Geography
- Location: 1606 N 7th St, Terre Haute, IN 47804, Terre Haute, Indiana, United States
- Coordinates: 39°29′09″N 87°24′26″W﻿ / ﻿39.485850°N 87.407107°W

Organization
- Type: Teaching
- Affiliated university: None

History
- Founded: 1892

Links
- Website: http://myunionhospital.org
- Lists: Hospitals in Indiana

= Union Hospital (Indiana) =

Union Hospital is a not-for-profit healthcare system in west central Indiana. Its main facility is in Terre Haute, Indiana.

==History==
Union Hospital was founded August 11, 1892 as the Terre Haute Sanitarium by Dr. Benjamin F. Swafford and Dr. Leo J. Weinstein. The name was changed in 1895 to Union Home for Invalids after the two doctors donated half of their holdings to a group of citizens of various Protestant and Jewish backgrounds.

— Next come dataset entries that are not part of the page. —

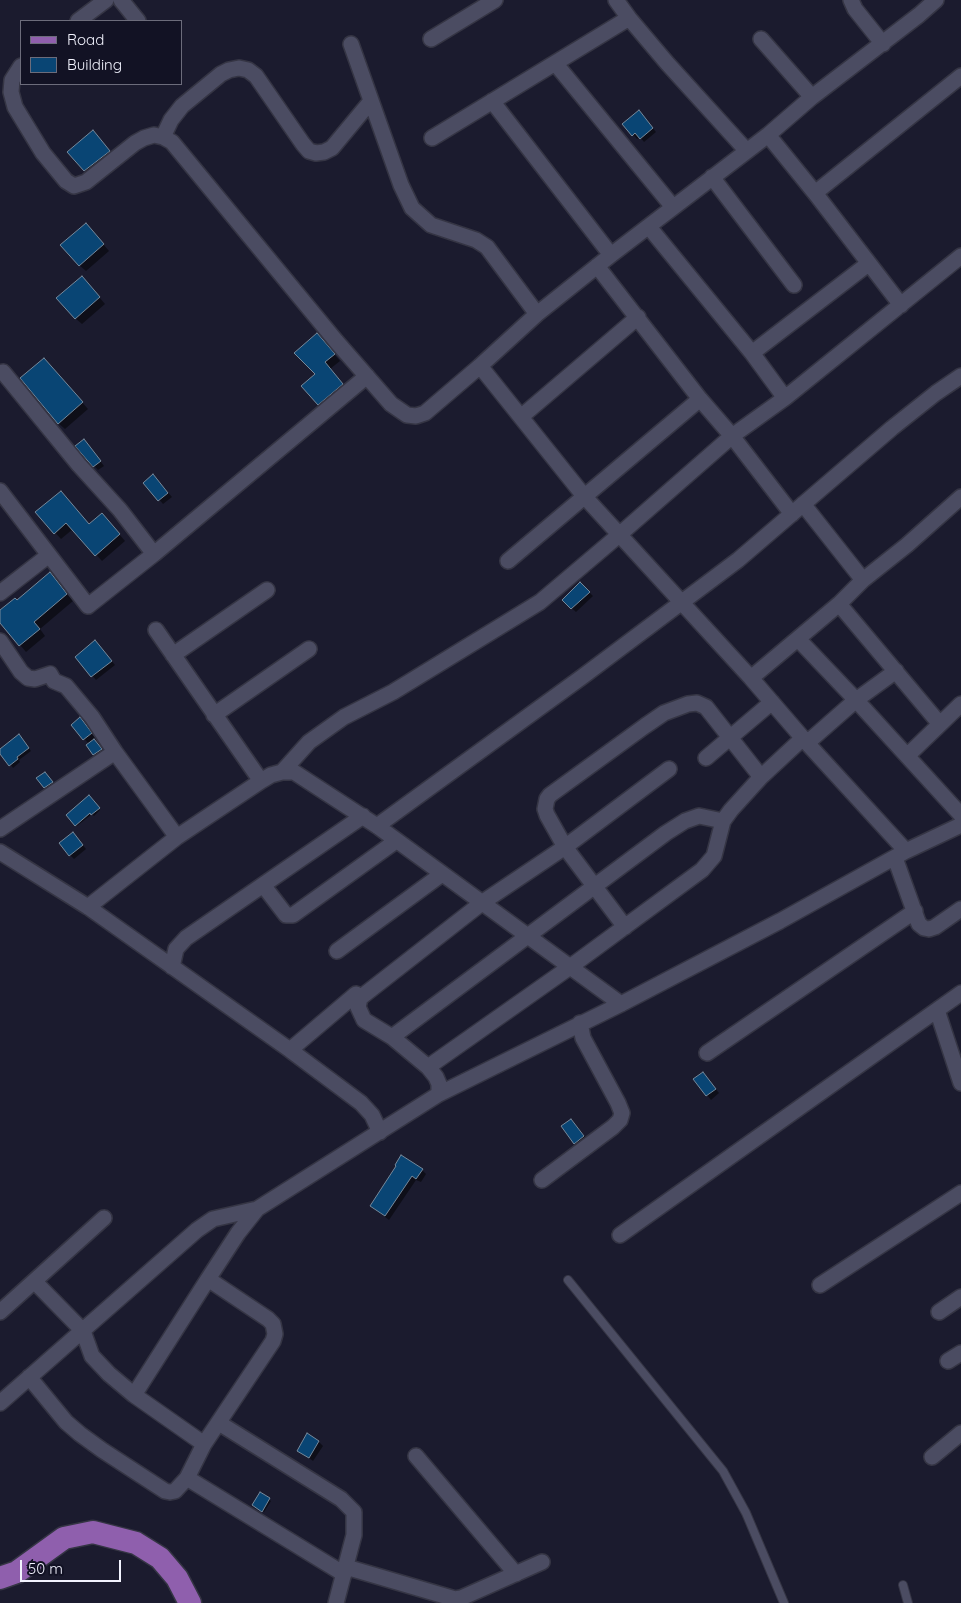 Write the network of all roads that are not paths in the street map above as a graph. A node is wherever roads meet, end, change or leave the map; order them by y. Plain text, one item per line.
1 (106, 0) edge
2 (121, 0) edge
3 (495, 0) edge
4 (616, 0) edge
5 (851, 0) edge
6 (936, 0) edge
7 (629, 18) junction
8 (79, 20) edge
9 (137, 20) edge
10 (432, 39) dead end
11 (761, 39) dead end
12 (351, 44) dead end
13 (882, 44) junction
14 (555, 63) junction
15 (20, 68) edge
16 (961, 76) edge
17 (812, 97) junction
18 (371, 101) junction
19 (492, 101) junction
20 (768, 135) junction
21 (163, 136) junction
22 (432, 138) dead end
23 (746, 150) junction
24 (712, 177) junction
25 (815, 193) junction
26 (673, 207) junction
27 (649, 227) junction
28 (611, 255) junction
29 (961, 256) edge
30 (868, 264) junction
31 (597, 266) junction
32 (794, 284) dead end
33 (900, 305) junction
34 (537, 314) junction
35 (638, 317) junction
36 (752, 353) junction
37 (480, 366) junction
38 (3, 372) dead end
39 (367, 376) junction
40 (961, 376) edge
41 (785, 398) junction
42 (700, 399) junction
43 (522, 416) junction
44 (732, 436) junction
45 (0, 491) edge
46 (584, 496) junction
47 (961, 497) edge
48 (803, 504) junction
49 (792, 514) junction
50 (619, 535) junction
51 (154, 554) junction
52 (49, 555) junction
53 (508, 561) dead end
54 (863, 580) junction
55 (267, 590) dead end
56 (0, 593) edge
57 (682, 601) junction
58 (839, 604) junction
59 (156, 630) dead end
60 (798, 639) junction
61 (0, 642) edge
62 (309, 649) dead end
63 (173, 655) junction
64 (896, 670) junction
65 (751, 678) junction
66 (856, 700) junction
67 (772, 702) junction
68 (961, 704) edge
69 (214, 714) junction
70 (939, 724) junction
71 (729, 737) junction
72 (805, 740) junction
73 (115, 752) junction
74 (907, 756) junction
75 (706, 758) dead end
76 (669, 769) dead end
77 (282, 772) junction
78 (761, 777) junction
79 (261, 781) junction
80 (961, 815) edge
81 (363, 816) junction
82 (723, 821) junction
83 (961, 825) edge
84 (377, 826) junction
85 (0, 829) edge
86 (177, 837) junction
87 (396, 841) junction
88 (565, 847) junction
89 (0, 852) edge
90 (900, 854) junction
91 (442, 874) junction
92 (263, 885) junction
93 (594, 885) junction
94 (484, 902) junction
95 (88, 906) junction
96 (961, 909) edge
97 (915, 911) junction
98 (625, 927) junction
99 (527, 935) junction
100 (337, 952) dead end
101 (172, 967) junction
102 (570, 967) junction
103 (961, 993) edge
104 (356, 994) dead end
105 (621, 1004) junction
106 (937, 1010) junction
107 (580, 1023) junction
108 (392, 1037) junction
109 (290, 1050) junction
110 (707, 1053) dead end
111 (428, 1068) junction
112 (961, 1083) edge
113 (439, 1094) junction
114 (380, 1132) junction
115 (542, 1180) dead end
116 (961, 1193) edge
117 (257, 1210) junction
118 (104, 1218) dead end
119 (620, 1235) dead end
120 (208, 1279) junction
121 (568, 1280) dead end
122 (36, 1282) junction
123 (820, 1285) dead end
124 (961, 1297) edge
125 (0, 1312) edge
126 (940, 1312) dead end
127 (83, 1331) junction
128 (29, 1377) junction
129 (134, 1395) junction
130 (0, 1402) edge
131 (219, 1423) junction
132 (961, 1433) edge
133 (204, 1444) junction
134 (416, 1456) dead end
135 (932, 1457) dead end
136 (187, 1478) junction
137 (542, 1562) dead end
138 (345, 1570) junction
139 (516, 1574) junction
140 (0, 1578) edge
141 (903, 1585) dead end
142 (190, 1603) edge
143 (336, 1603) edge
144 (784, 1603) edge
145 (908, 1603) edge

1 - 8 street
2 - 9 street
3 - 10 street
4 - 7 street
5 - 13 street
6 - 13 street
7 - 14 street
7 - 23 street
11 - 17 street
12 - 18 street
13 - 17 street
14 - 19 street
14 - 26 street
15 - 21 street
16 - 25 street
17 - 20 street
18 - 21 street
18 - 34 street
19 - 22 street
19 - 28 street
20 - 23 street
20 - 25 street
21 - 39 street
23 - 24 street
24 - 26 street
24 - 32 street
25 - 30 street
26 - 27 street
27 - 28 street
27 - 36 street
28 - 31 street
29 - 33 street
30 - 33 street
30 - 36 street
31 - 34 street
31 - 35 street
33 - 41 street
34 - 37 street
35 - 42 street
35 - 43 street
36 - 41 street
37 - 39 street
37 - 43 street
38 - 51 street
39 - 51 street
40 - 48 street
41 - 44 street
42 - 44 street
42 - 46 street
43 - 46 street
44 - 49 street
44 - 50 street
45 - 52 street
46 - 50 street
46 - 53 street
47 - 54 street
48 - 49 street
48 - 54 street
49 - 57 street
50 - 57 street
50 - 77 street
51 - 52 street
52 - 56 street
54 - 58 street
55 - 63 street
57 - 65 street
57 - 84 street
58 - 60 street
58 - 64 street
59 - 63 street
60 - 65 street
60 - 66 street
61 - 73 street
62 - 69 street
63 - 69 street
64 - 66 street
64 - 70 street
65 - 67 street
66 - 72 street
66 - 74 street
67 - 71 street
67 - 72 street
68 - 70 street
69 - 79 street
70 - 74 street
71 - 75 street
71 - 78 street
71 - 88 street
72 - 78 street
72 - 90 street
73 - 85 street
73 - 86 street
74 - 80 street
76 - 88 street
77 - 79 street
77 - 81 street
78 - 82 street
79 - 86 street
81 - 84 street
81 - 92 street
82 - 93 street
82 - 98 street
83 - 90 street
84 - 87 street
86 - 95 street
87 - 91 street
87 - 92 street
88 - 93 street
88 - 94 street
89 - 95 street
90 - 97 street
90 - 105 street
91 - 94 street
91 - 100 street
92 - 101 street
93 - 98 street
93 - 99 street
94 - 99 street
94 - 108 street
95 - 101 street
96 - 97 street
97 - 110 street
98 - 102 street
99 - 102 street
99 - 108 street
101 - 109 street
102 - 105 street
102 - 111 street
103 - 106 street
104 - 109 street
105 - 107 street
106 - 112 street
106 - 119 street
107 - 113 street
107 - 115 street
108 - 111 street
109 - 114 street
111 - 113 street
113 - 114 street
114 - 117 street
116 - 123 street
117 - 120 street
117 - 127 street
118 - 122 street
120 - 129 street
120 - 131 street
121 - 144 lane
122 - 125 street
122 - 127 street
124 - 126 street
127 - 128 street
127 - 129 street
128 - 130 street
128 - 136 street
129 - 133 street
131 - 133 street
131 - 138 street
132 - 135 street
133 - 136 street
134 - 139 street
136 - 138 street
137 - 139 street
138 - 139 street
138 - 143 street
140 - 142 main road
141 - 145 lane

In 1900 a nurse named Sister Johanna M Baur, superintendent of the building, organized a Training School for Nurses, which would graduate more than nine hundred nurses before it closed in 1965. The school also collaborated to train nursing students from Indiana State University.

The hospital made its first large expansion in the 1920s, constructing a new seven-story building. An addition was added in 1952.

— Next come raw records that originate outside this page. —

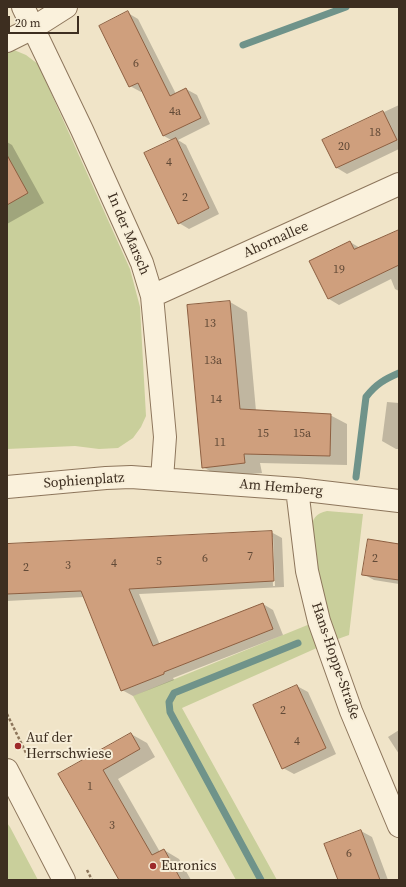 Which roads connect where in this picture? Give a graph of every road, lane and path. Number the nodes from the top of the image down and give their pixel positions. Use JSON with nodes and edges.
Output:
{"nodes":[{"id":1,"x":23,"y":7,"type":"edge"},
{"id":2,"x":66,"y":7,"type":"edge"},
{"id":3,"x":33,"y":28,"type":"junction"},
{"id":4,"x":7,"y":41,"type":"edge"},
{"id":5,"x":399,"y":184,"type":"edge"},
{"id":6,"x":152,"y":296,"type":"junction"},
{"id":7,"x":162,"y":479,"type":"junction"},
{"id":8,"x":7,"y":487,"type":"edge"},
{"id":9,"x":297,"y":488,"type":"junction"},
{"id":10,"x":399,"y":501,"type":"edge"},
{"id":11,"x":10,"y":783,"type":"edge"},
{"id":12,"x":399,"y":826,"type":"edge"},
{"id":13,"x":64,"y":880,"type":"edge"}],
"edges":[{"from":1,"to":3,"type":"street","name":"In der Marsch"},
{"from":2,"to":3,"type":"street"},
{"from":3,"to":4,"type":"street"},
{"from":3,"to":6,"type":"street","name":"In der Marsch"},
{"from":5,"to":6,"type":"street","name":"Ahornallee"},
{"from":6,"to":7,"type":"street","name":"In der Marsch"},
{"from":7,"to":8,"type":"street","name":"Sophienplatz"},
{"from":7,"to":9,"type":"street","name":"Am Hemberg"},
{"from":9,"to":10,"type":"street","name":"Am Hemberg"},
{"from":9,"to":12,"type":"street","name":"Hans-Hoppe-Straße"},
{"from":11,"to":13,"type":"street"}]} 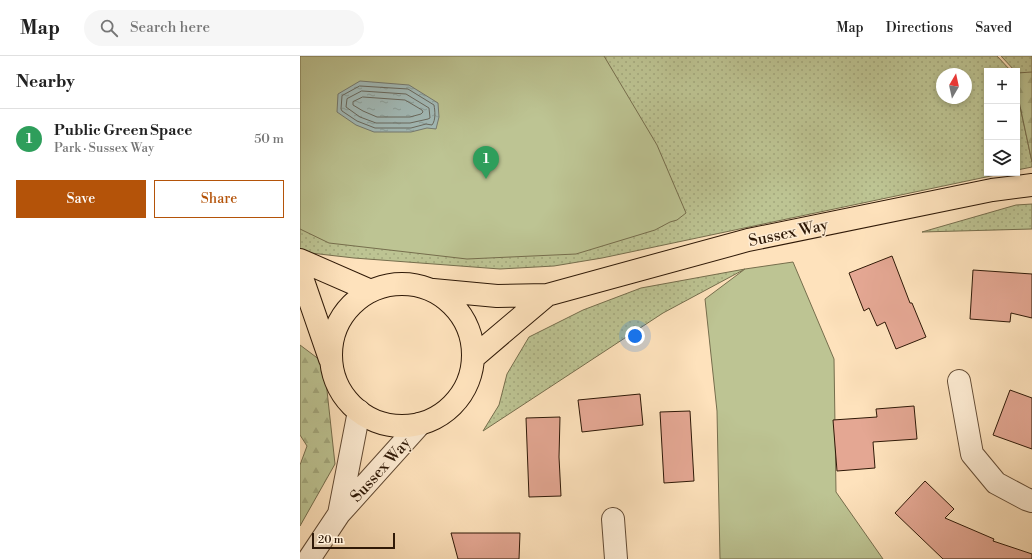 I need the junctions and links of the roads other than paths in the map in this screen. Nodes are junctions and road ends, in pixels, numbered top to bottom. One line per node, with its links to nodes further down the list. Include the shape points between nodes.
1 (1032, 185): 6 (main road, Sussex Way, via 992,190 748,240)
2 (300, 260): 5 (main road)
3 (300, 272): 8 (main road)
4 (432, 290): 5 (main road, via 412,284 391,285); 6 (main road, Sussex Way, via 497,296); 7 (main road, via 450,302 463,318 471,336)
5 (371, 291): 8 (main road, via 353,303 340,320 333,340)
6 (547, 295): 7 (main road, Sussex Way)
7 (474, 357): 11 (main road, via 469,379 458,400 441,415)
8 (331, 362): 10 (main road, via 336,381 345,398)
9 (960, 381): 12 (street, via 972,454 996,483)
10 (359, 411): 11 (main road, via 377,422 399,426); 13 (street, Sussex Way)
11 (420, 424): 13 (street, Sussex Way)
12 (1032, 500)
13 (339, 514): 15 (street, Sussex Way)
14 (613, 519): 16 (street)
15 (309, 559)
16 (616, 559)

Noted nurse and aviator Ellen Church joined the hospital in 1951 as the Director of Nursing, and soon was promoted to Hospital Administrator. She served the hospital in this position from 1952 to 1964. Church was tasked to economize the hospital's budget, of which she successfully enacted. Under her leadership, financial stability of the hospital was achieved thanks to her advocacy for expansion and the purchasing of new medical equipment.

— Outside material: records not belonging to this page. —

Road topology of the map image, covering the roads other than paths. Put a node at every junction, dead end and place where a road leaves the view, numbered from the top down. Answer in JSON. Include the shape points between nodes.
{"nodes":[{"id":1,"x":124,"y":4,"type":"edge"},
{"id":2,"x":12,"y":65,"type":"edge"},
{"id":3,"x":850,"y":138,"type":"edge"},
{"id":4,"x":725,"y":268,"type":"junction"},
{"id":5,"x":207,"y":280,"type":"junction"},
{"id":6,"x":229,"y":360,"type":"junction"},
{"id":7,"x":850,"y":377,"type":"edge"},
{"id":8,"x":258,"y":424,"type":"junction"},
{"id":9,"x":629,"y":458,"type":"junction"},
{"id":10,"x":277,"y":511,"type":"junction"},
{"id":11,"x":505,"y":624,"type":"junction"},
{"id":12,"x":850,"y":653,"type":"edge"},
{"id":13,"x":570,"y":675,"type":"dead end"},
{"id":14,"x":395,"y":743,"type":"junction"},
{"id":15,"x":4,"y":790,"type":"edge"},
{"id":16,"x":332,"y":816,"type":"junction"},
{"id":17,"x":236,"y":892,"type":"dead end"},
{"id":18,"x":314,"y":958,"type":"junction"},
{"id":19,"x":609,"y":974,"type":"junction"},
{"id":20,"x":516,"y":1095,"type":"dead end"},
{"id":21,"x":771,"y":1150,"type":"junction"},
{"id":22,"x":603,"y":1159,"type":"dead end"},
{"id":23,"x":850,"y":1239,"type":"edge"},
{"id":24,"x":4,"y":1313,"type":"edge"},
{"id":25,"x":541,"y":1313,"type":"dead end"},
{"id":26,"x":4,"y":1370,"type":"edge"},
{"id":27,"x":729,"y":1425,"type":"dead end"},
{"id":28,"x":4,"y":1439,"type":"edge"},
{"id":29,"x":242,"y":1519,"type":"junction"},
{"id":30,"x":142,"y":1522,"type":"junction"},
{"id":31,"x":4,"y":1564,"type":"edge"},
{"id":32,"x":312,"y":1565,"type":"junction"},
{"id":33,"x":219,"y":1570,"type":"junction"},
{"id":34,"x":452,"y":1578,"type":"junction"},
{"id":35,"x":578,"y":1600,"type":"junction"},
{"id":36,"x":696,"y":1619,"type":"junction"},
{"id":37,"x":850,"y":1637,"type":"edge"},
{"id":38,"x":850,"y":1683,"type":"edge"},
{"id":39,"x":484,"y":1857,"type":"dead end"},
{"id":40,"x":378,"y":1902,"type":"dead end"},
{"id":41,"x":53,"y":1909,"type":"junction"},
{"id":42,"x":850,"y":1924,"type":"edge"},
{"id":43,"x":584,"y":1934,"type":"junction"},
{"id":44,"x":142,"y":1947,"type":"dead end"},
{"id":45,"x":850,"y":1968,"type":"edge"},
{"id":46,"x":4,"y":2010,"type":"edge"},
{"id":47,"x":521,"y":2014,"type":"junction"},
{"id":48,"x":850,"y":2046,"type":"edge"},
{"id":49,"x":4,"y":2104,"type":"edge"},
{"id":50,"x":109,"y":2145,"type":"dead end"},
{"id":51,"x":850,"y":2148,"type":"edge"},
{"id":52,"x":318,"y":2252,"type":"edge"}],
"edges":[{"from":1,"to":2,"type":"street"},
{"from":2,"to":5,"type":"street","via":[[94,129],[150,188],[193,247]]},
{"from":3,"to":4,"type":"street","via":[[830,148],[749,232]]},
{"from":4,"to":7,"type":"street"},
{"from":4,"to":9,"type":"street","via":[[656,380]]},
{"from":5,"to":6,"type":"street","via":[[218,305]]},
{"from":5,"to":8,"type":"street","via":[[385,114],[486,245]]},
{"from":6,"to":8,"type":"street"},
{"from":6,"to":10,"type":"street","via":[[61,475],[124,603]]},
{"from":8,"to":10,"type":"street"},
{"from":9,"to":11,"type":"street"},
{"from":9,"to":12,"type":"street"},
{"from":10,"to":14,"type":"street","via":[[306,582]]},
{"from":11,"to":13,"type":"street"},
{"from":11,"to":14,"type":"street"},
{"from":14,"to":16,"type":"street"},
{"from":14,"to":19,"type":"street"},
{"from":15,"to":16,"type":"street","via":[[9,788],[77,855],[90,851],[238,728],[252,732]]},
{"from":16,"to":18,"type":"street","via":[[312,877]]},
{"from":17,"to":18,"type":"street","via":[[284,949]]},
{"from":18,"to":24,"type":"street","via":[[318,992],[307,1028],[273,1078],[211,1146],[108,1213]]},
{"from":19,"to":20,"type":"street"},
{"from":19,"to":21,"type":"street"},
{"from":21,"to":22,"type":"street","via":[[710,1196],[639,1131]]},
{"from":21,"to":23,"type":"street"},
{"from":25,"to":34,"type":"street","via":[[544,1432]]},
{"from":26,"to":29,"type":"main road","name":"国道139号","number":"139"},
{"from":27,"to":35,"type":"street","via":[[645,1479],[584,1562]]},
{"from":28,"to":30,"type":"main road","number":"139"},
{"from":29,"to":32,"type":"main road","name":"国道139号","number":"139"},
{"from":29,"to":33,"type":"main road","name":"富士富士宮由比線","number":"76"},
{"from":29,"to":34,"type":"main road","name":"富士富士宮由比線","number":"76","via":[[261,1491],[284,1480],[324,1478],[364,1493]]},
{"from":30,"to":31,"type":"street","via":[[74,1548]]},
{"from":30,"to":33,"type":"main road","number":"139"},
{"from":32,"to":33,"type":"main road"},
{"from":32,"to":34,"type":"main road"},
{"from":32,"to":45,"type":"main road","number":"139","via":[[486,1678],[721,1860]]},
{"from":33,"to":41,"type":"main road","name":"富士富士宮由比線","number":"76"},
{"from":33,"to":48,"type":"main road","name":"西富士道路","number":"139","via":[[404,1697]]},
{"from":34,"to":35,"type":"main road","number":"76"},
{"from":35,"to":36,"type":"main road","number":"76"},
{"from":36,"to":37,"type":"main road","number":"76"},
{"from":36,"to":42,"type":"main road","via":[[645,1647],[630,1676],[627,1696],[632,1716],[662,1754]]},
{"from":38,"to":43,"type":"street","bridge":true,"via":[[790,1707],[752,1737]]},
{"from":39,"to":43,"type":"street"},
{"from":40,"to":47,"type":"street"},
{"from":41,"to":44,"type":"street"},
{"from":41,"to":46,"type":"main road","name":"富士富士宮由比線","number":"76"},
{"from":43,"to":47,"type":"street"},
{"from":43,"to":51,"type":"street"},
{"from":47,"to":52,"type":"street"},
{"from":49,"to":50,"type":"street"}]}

Since the early 1960s, the hospital has maintained a partnership with Indiana State University, where both institutions collaborate with the School of Nursing and related programs.

Beginning in the 1960s, physicians Dr. Thomas Conway and Dr. William Scully researched groundbreaking practices of infant care to develop a new neonatal program. The Indiana Board of Health advised them to stop their mission, but the hospital superintendent supported their search. Soon, they asked the hospital board to train nurses at Yale University, in order to implement these practices in Terre Haute. Eventually, by 1968 the new Neonatal Intensive Care Unit (NICU) was established, and it quickly reduced the number of deaths from 15 per 1,000 to 6 per 1,000.

Union Hospital began managing the Vermillion County Hospital in Clinton, Indiana, in 1996 with the encouragement of the Indiana State Department of Health, renaming the hospital Union Hospital Clinton.